Wednesday, December 7, 2011

Ingenuity of the human mind

What is it that should define God? Trying to define an entity called God itself is unthinkable. By virtue of being the owner of everything in existence including ourselves, trying to define God is like thinking about how thoughts are thought out. It's similar to gravity, which is known to exist but cannot be defined even if we are aware of the laws binding it.

The thing to think about is, who would have come up with the concept of God in the first place? It's obvious to conclude that religion would have been born afterwards just like different pathways are created towards a destination, once it is known. Similar to how there can exist different roads to journey upon, different religion's were formed. One can also presume why anyone would have wanted to control or monopolize the access to reach the destination, by creating rules to be followed in the form of religion. And history is littered with evidence of how much strife was caused by the birth of various religions. But what remains unknown is who would have created the original concept of God in the first place? And why?
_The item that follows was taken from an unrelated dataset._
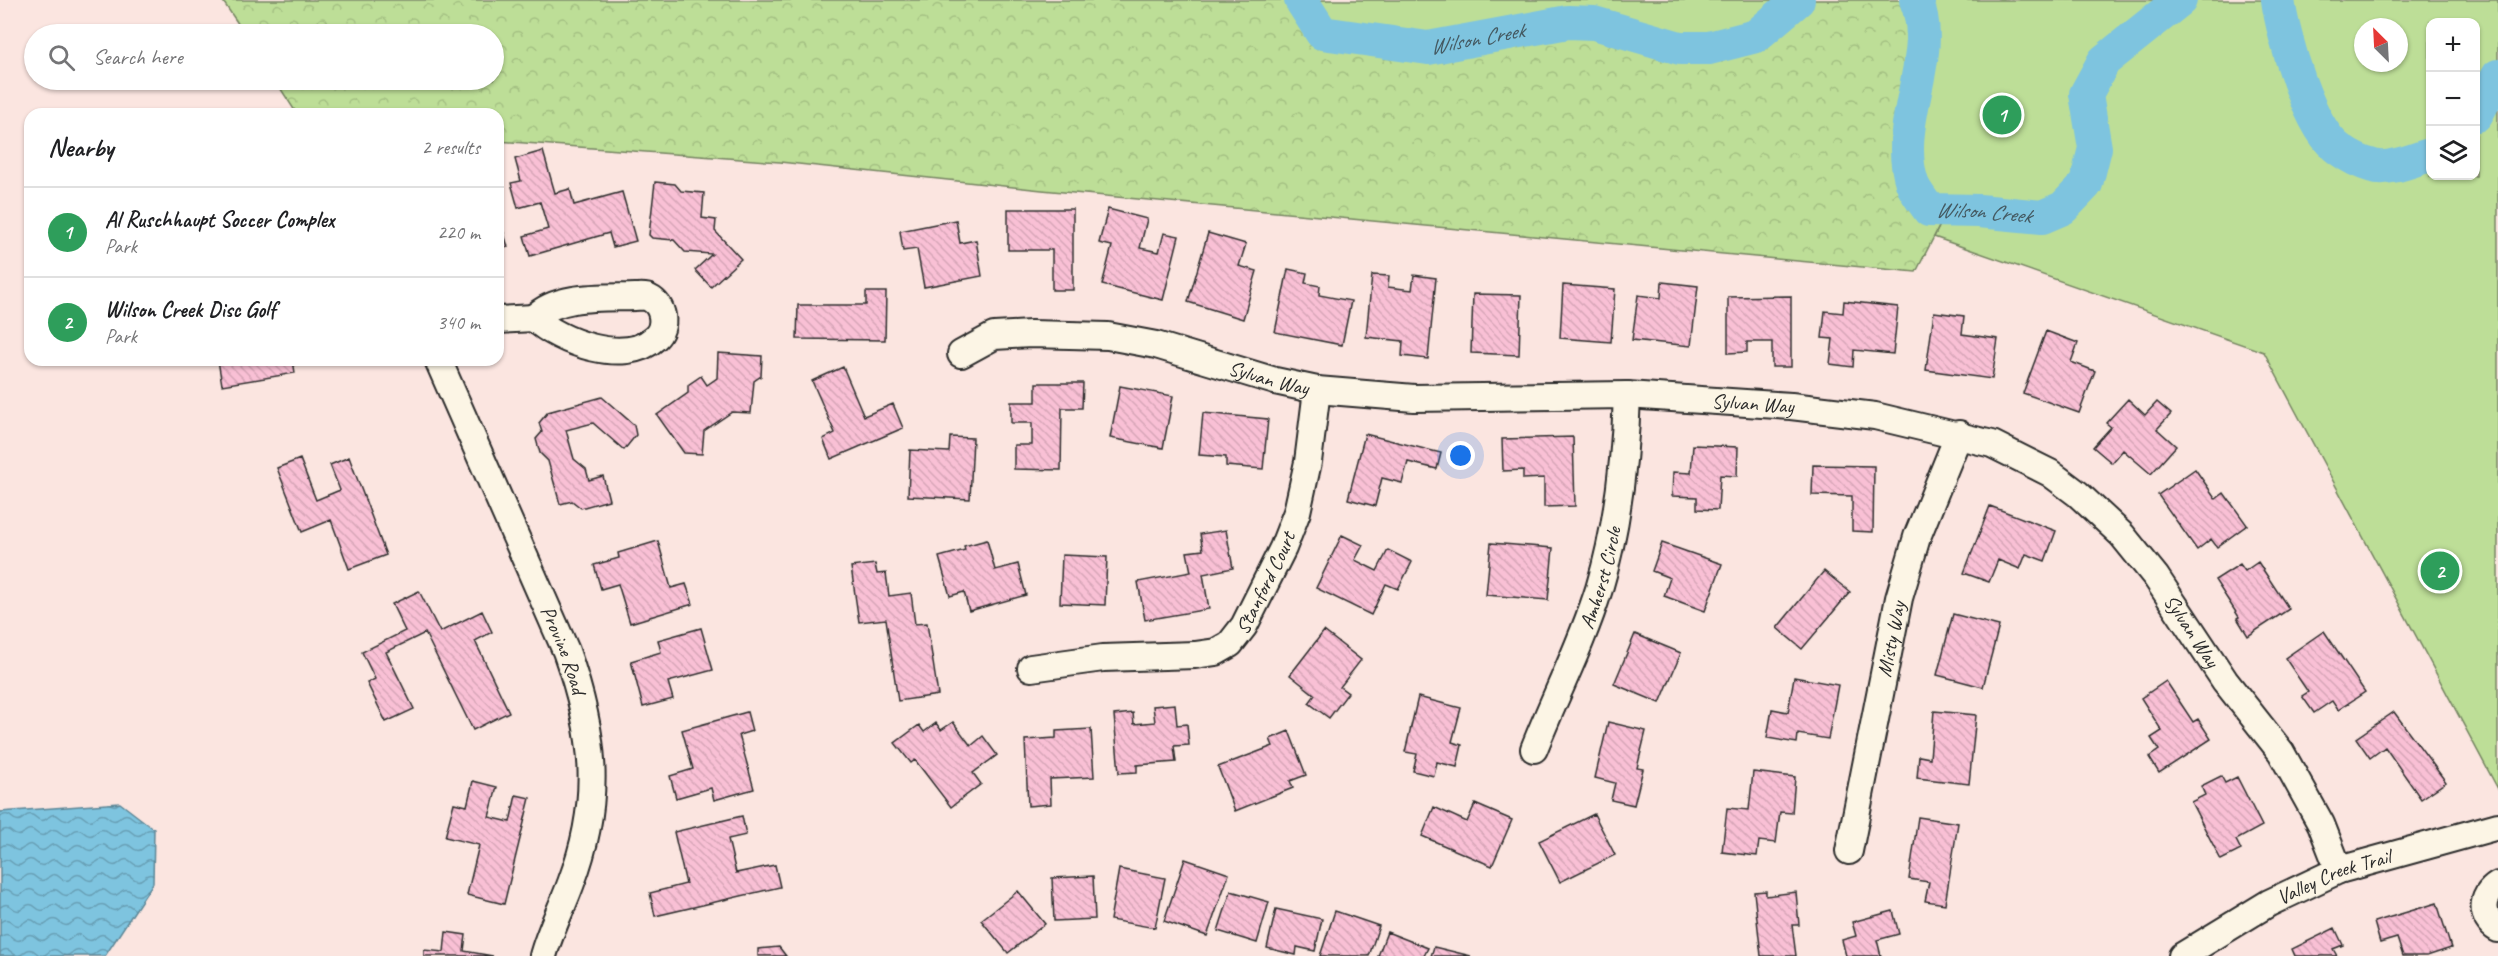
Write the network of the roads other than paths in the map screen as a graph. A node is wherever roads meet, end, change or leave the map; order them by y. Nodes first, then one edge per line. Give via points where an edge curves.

Logically speaking, faculties like emotion hardly have any reason to exist in a world where nature's law of survival is predominant. They give rise to weakness which countermands the basic tenet of nature. The only true feelings of life would have been those of hunger & thirst - which are essential to live. This would probably be followed closely by procreation, which again is another form of ensuring continuity, albeit for the larger cause of preserving one's own species.

So if there is no need, what-so-ever, to have any form of emotion to survive, what gave rise to compassion? The answer may lie in the primal sense of 'fear.' Contrary to popular opinion translating fearfulness into cowardice, fear is what has ensured our survival, against all odds. It is the minds way of ensuring our body's reaction spontaneously, to safeguard against threat's of known as well as unknown origin.

It is not possible to determine the scope of the unknown because we are unaware of the extent to which complete knowledge resides. Subsequently, the more one discovers, the higher the understanding of the unknown. Strangely, its become such, that we continuously choose to believe in a future, which belittles our existence; for the sake of a past, which empowers the present.